We investigated the prognostic value of sarcopenia measurements and metabolic parameters of primary tumors derived from (18)F-FDG-PET/CT among patients with primary, metastatic esophageal and gastroesophageal cancer. A total of 128 patients (26 females; 102 males; mean age 63.5 ± 11.7 years; age range: 29–91 years) with advanced metastatic gastroesophageal cancer who underwent (18)F-FDG-PET/CT as part of their initial staging between November 2008 and December 2019 were included. Mean and maximum standardized uptake value (SUV) and SUV normalized by lean body mass (SUL) were measured. Skeletal muscle index (SMI) was measured at the level of L3 on the CT component of the (18)F-FDG-PET/CT. Sarcopenia was defined as SMI < 34.4 cm(2)/m(2) in women and <45.4 cm(2)/m(2) in men. A total of 60/128 patients (47%) had sarcopenia on baseline (18)F-FDG-PET/CT. Mean SMI in patients with sarcopenia was 29.7 cm(2)/m(2) in females and 37.5 cm(2)/m(2) in males.
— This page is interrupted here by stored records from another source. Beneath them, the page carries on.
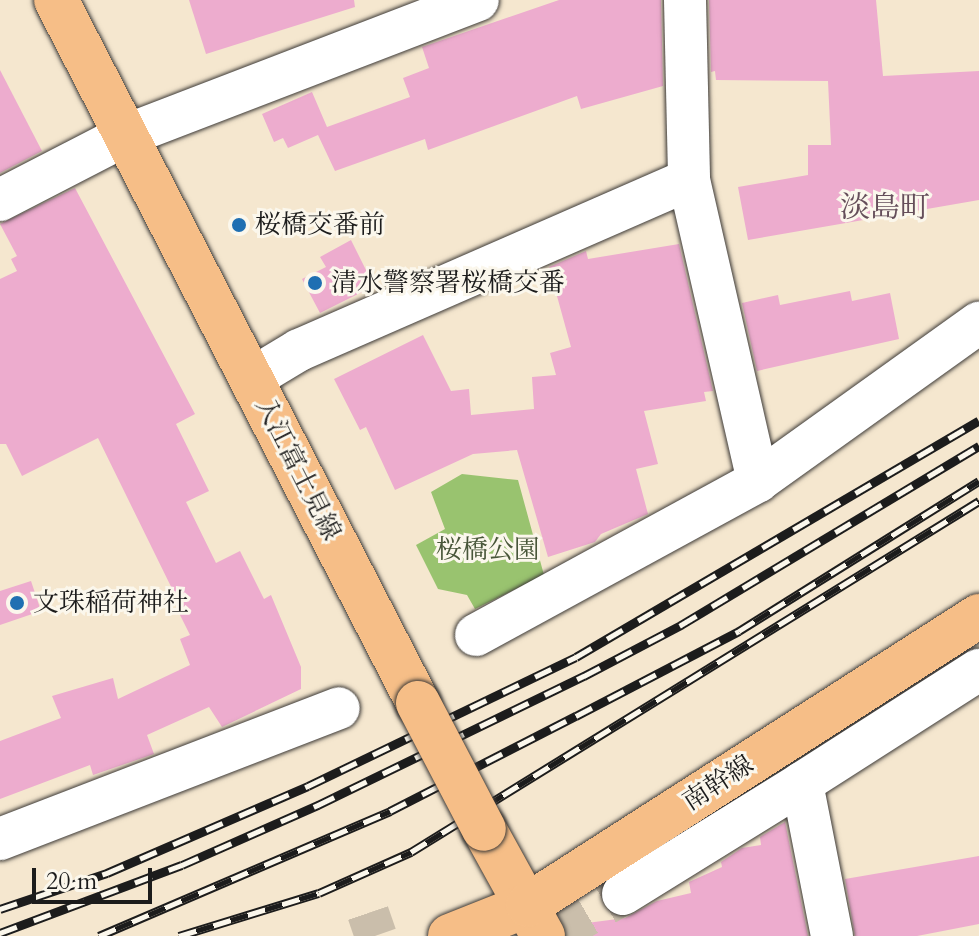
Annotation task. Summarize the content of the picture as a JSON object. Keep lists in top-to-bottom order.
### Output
{
  "streets": {
    "main road": ["入江富士見線", "南幹線"]
  },
  "crossings": [
    ["入江富士見線", "南幹線"]
  ],
  "districts": ["淡島町"],
  "parks": ["桜橋公園"],
  "places": ["桜橋交番前", "清水警察署桜橋交番", "文珠稲荷神社"],
  "scale_bar": "20 m"
}
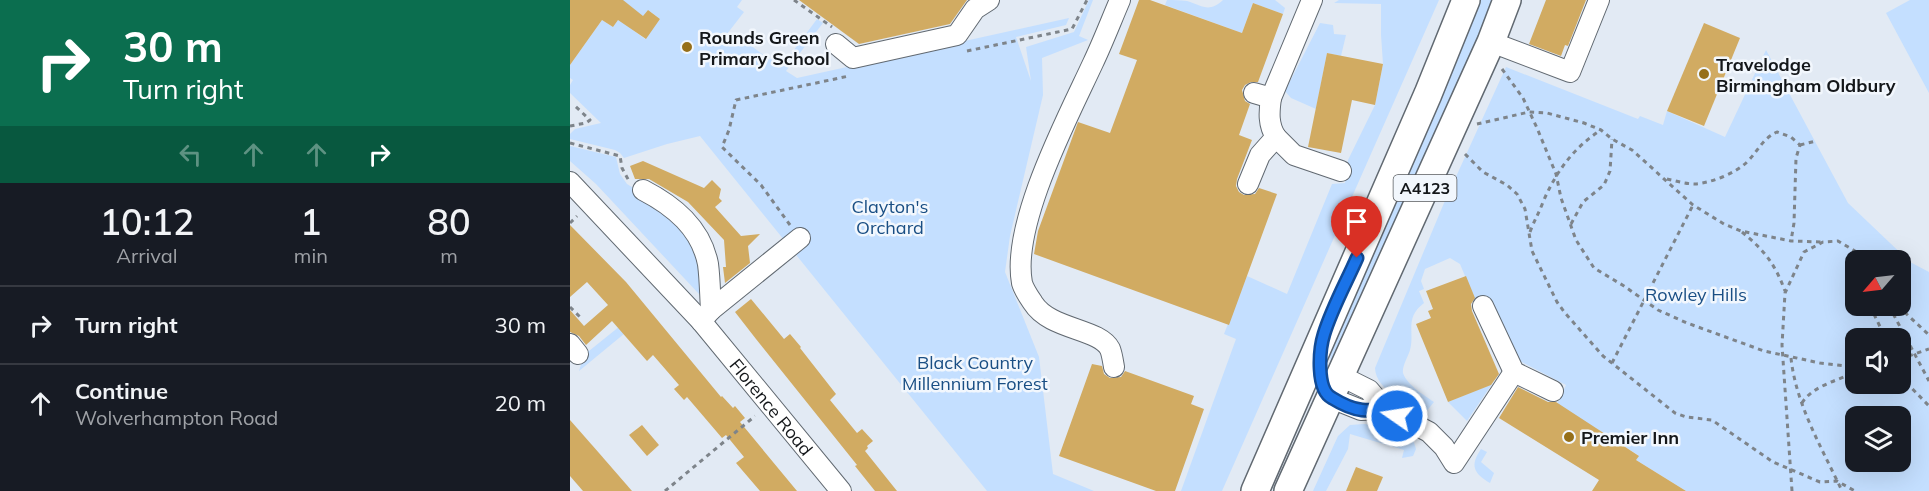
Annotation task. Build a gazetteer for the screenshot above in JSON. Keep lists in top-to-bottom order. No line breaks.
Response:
{"streets":{"highway":["A4123"],"street":["Florence Road"]},"parks":["Clayton's Orchard","Rowley Hills","Black Country Millennium Forest"],"places":["Rounds Green Primary School","Travelodge Birmingham Oldbury","Premier Inn"],"north":"bottom left","page":{"turn":["30 m","Turn right"],"eta":["10:12","Arrival","1","min","80","m"],"list":[{"name":"Turn right","value":"30 m"},{"name":"Continue","note":"Wolverhampton Road","value":"20 m"}]}}
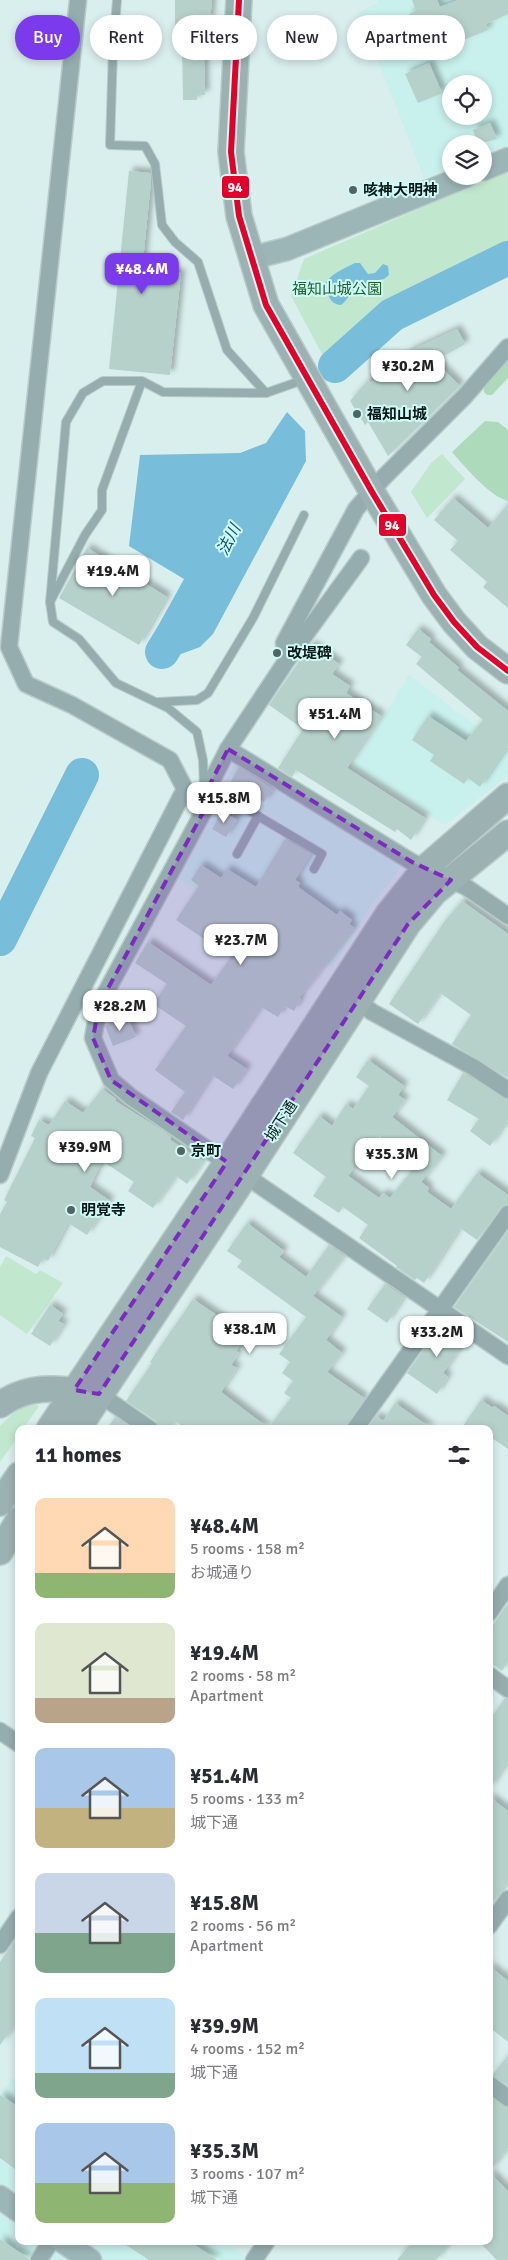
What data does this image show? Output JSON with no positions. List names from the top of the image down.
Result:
{
  "streets": {
    "main road": ["城下通"]
  },
  "water": ["法川"],
  "parks": ["福知山城公園"],
  "places": [
    "咳神大明神",
    "福知山城",
    "改堤碑",
    "京町",
    "明覚寺"
  ],
  "lines": ["transit line 94"],
  "page": {
    "chip": [
      "Buy",
      "Rent",
      "Filters",
      "New",
      "Apartment"
    ],
    "price": [
      "¥48.4M",
      "¥30.2M",
      "¥19.4M",
      "¥51.4M",
      "¥15.8M",
      "¥23.7M",
      "¥28.2M",
      "¥39.9M",
      "¥35.3M",
      "¥38.1M",
      "¥33.2M"
    ],
    "heading": "11 homes",
    "list": [
      {
        "name": "¥48.4M",
        "note": "5 rooms · 158 m² · お城通り"
      },
      {
        "name": "¥19.4M",
        "note": "2 rooms · 58 m² · Apartment"
      },
      {
        "name": "¥51.4M",
        "note": "5 rooms · 133 m² · 城下通"
      },
      {
        "name": "¥15.8M",
        "note": "2 rooms · 56 m² · Apartment"
      },
      {
        "name": "¥39.9M",
        "note": "4 rooms · 152 m² · 城下通"
      },
      {
        "name": "¥35.3M",
        "note": "3 rooms · 107 m² · 城下通"
      }
    ]
  }
}
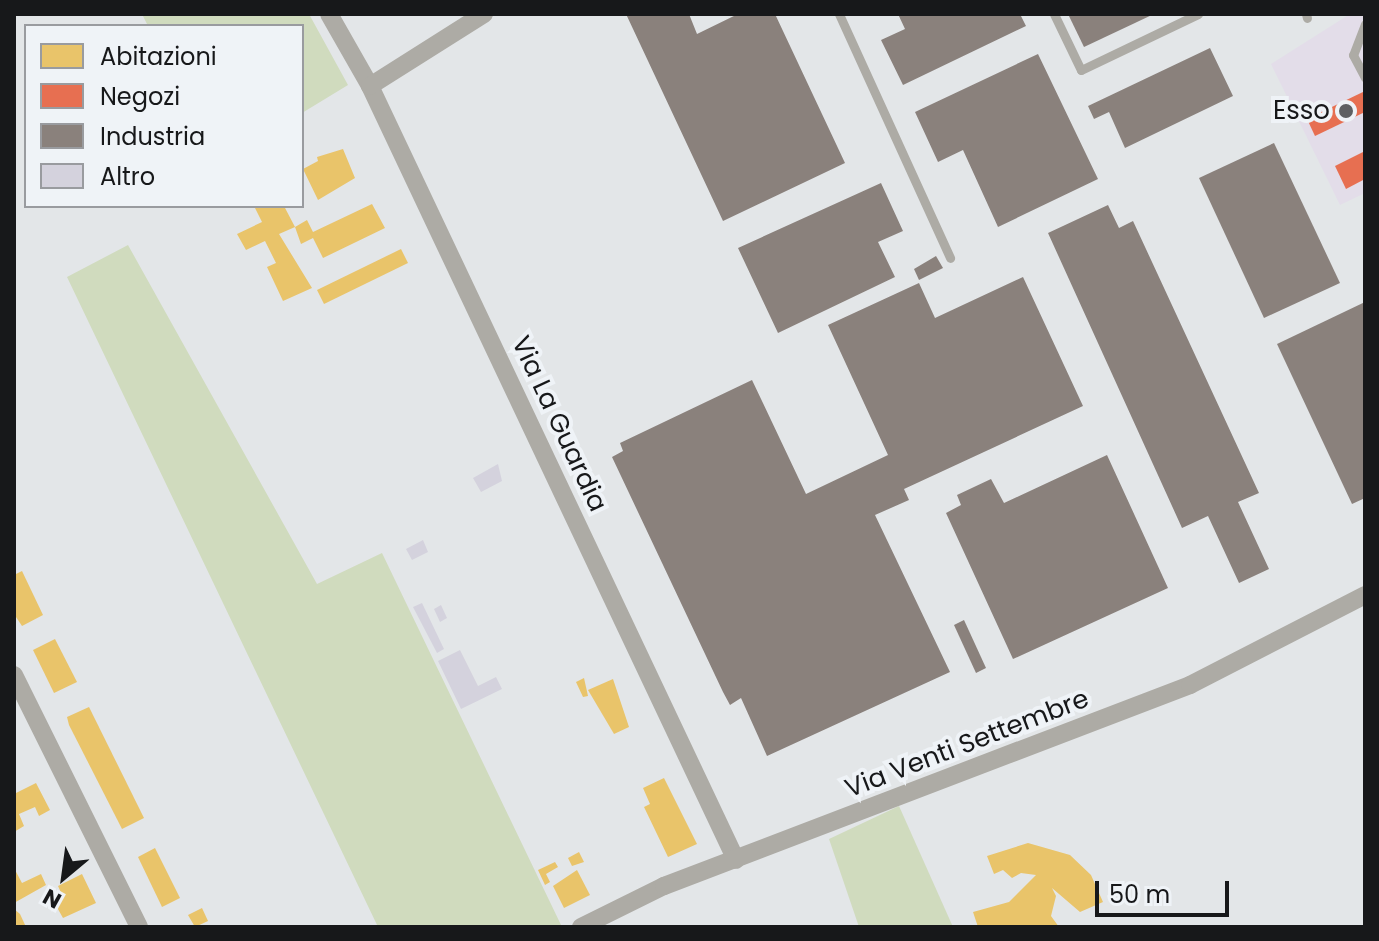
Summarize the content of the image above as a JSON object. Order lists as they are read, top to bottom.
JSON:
{
  "streets": {
    "street": ["Via La Guardia", "Via Venti Settembre"]
  },
  "crossings": [
    ["Via La Guardia", "Via Venti Settembre"]
  ],
  "places": ["Esso"],
  "legend": [
    "Abitazioni",
    "Negozi",
    "Industria",
    "Altro"
  ],
  "scale_bar": "50 m",
  "north": "bottom left"
}
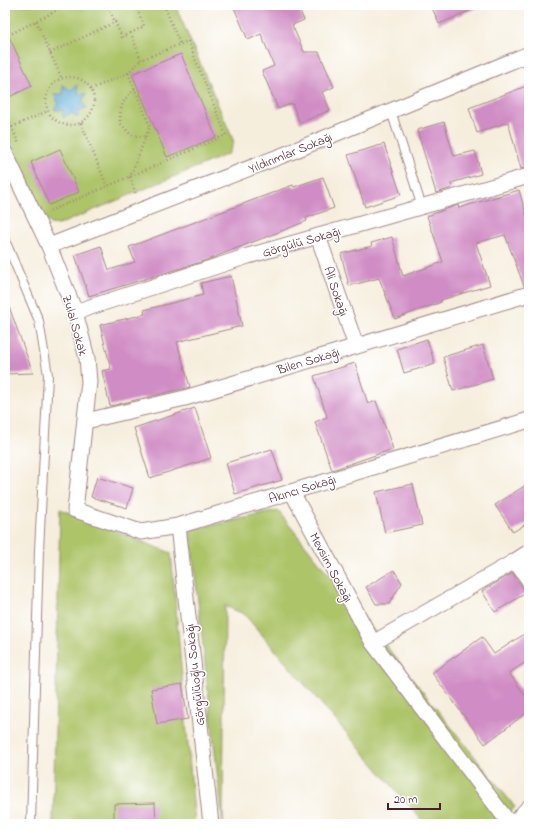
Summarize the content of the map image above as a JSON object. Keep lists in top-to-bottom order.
{
  "streets": {
    "street": [
      "Yıldırımlar Sokağı",
      "Görgülü Sokağı",
      "Ali Sokağı",
      "Zulal Sokak",
      "Bilen Sokağı",
      "Akıncı Sokağı",
      "Mevsim Sokağı",
      "Görgülüoğlu Sokağı"
    ]
  },
  "crossings": [
    ["Yıldırımlar Sokağı", "Zulal Sokak"],
    ["Görgülü Sokağı", "Ali Sokağı"],
    ["Görgülü Sokağı", "Zulal Sokak"],
    ["Ali Sokağı", "Bilen Sokağı"],
    ["Zulal Sokak", "Bilen Sokağı"],
    ["Zulal Sokak", "Akıncı Sokağı"],
    ["Akıncı Sokağı", "Mevsim Sokağı"],
    ["Akıncı Sokağı", "Görgülüoğlu Sokağı"]
  ],
  "scale_bar": "20 m"
}
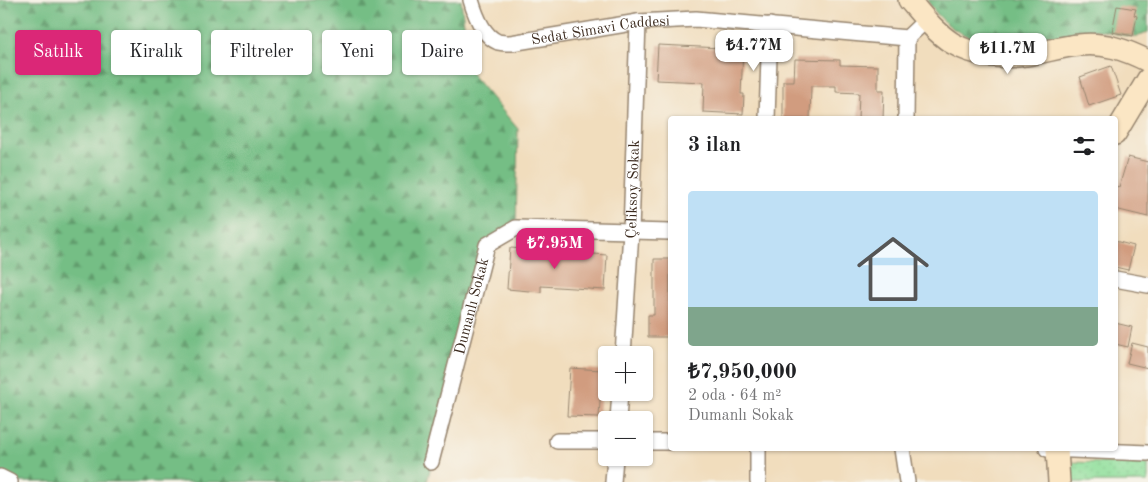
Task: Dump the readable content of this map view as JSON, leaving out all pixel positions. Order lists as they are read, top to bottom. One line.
{"streets":{"street":["Sedat Simavi Caddesi","Çeliksoy Sokak","Dumanlı Sokak"]},"crossings":[["Sedat Simavi Caddesi","Çeliksoy Sokak"],["Çeliksoy Sokak","Dumanlı Sokak"]],"page":{"price":["₺4.77M","₺11.7M","₺7.95M"],"chip":["Satılık","Kiralık","Filtreler","Yeni","Daire"],"heading":"3 ilan","list":[{"name":"₺7,950,000","note":"2 oda · 64 m² · Dumanlı Sokak"}],"map_buttons":["+","−"]}}
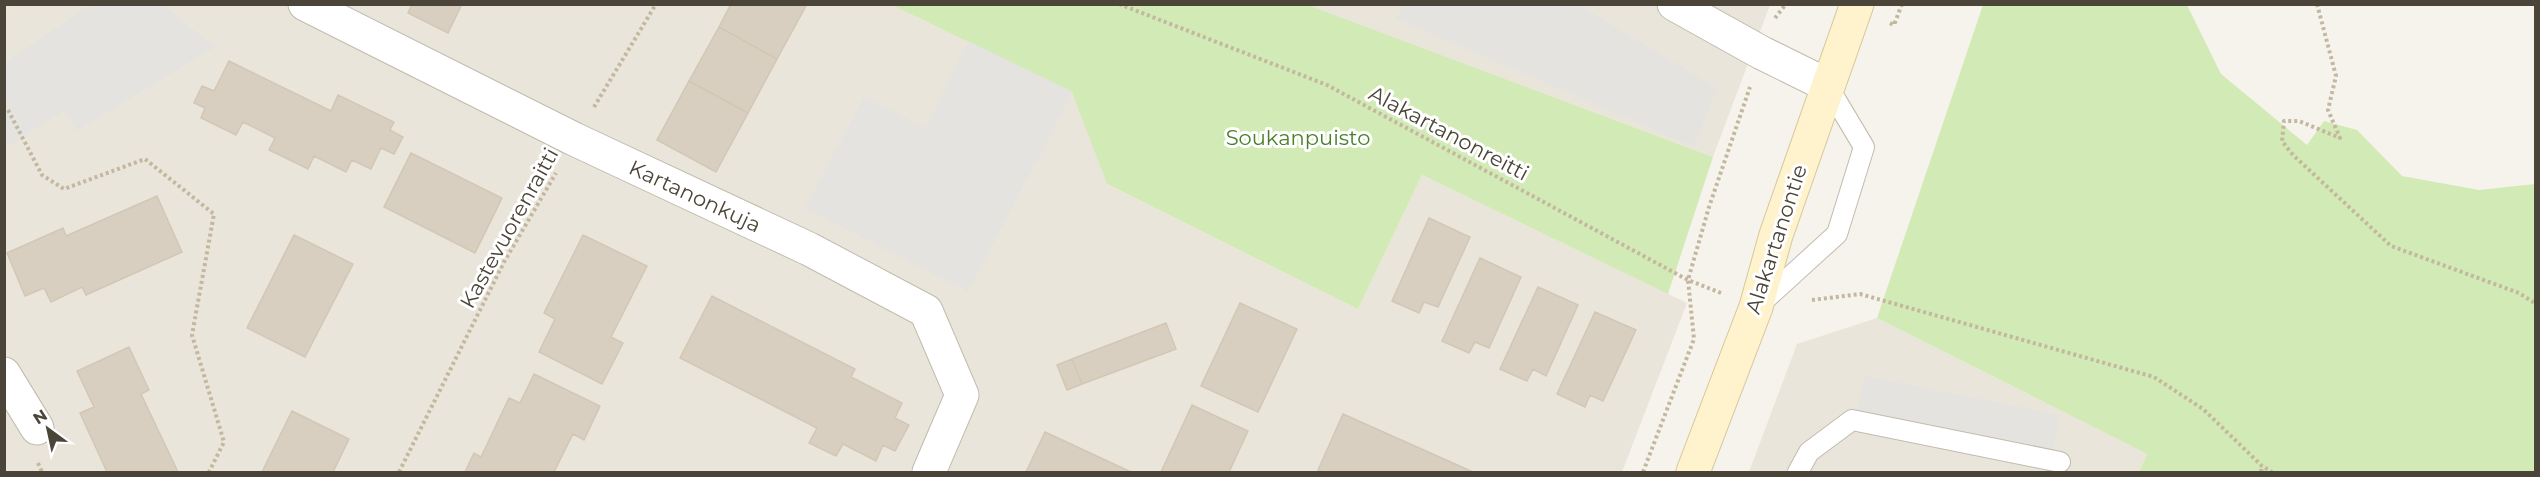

In a univariable analysis, ECOG (<0.001), bone metastases (p = 0.028), SMI (p = 0.0075) and dichotomized sarcopenia score (p = 0.033) were significant prognostic factors for overall survival (OS) and progression-free survival (PFS). Age was a poor prognostic factor for OS (p = 0.017). Standard metabolic parameters were not statistically significant in the univariable analysis and thus were not evaluated further. In a multivariable analysis, ECOG (p < 0.001) and bone metastases (p = 0.019) remained significant poor prognostic factors for OS and PFS. The final model demonstrated improved OS and PFS prognostication when combining clinical parameters with imaging-derived sarcopenia measurements but not metabolic tumor parameters. In summary, the combination of clinical parameters and sarcopenia status, but not standard metabolic values from (18)F-FDG-PET/CT, may improve survival prognostication in patients with advanced, metastatic gastroesophageal cancer.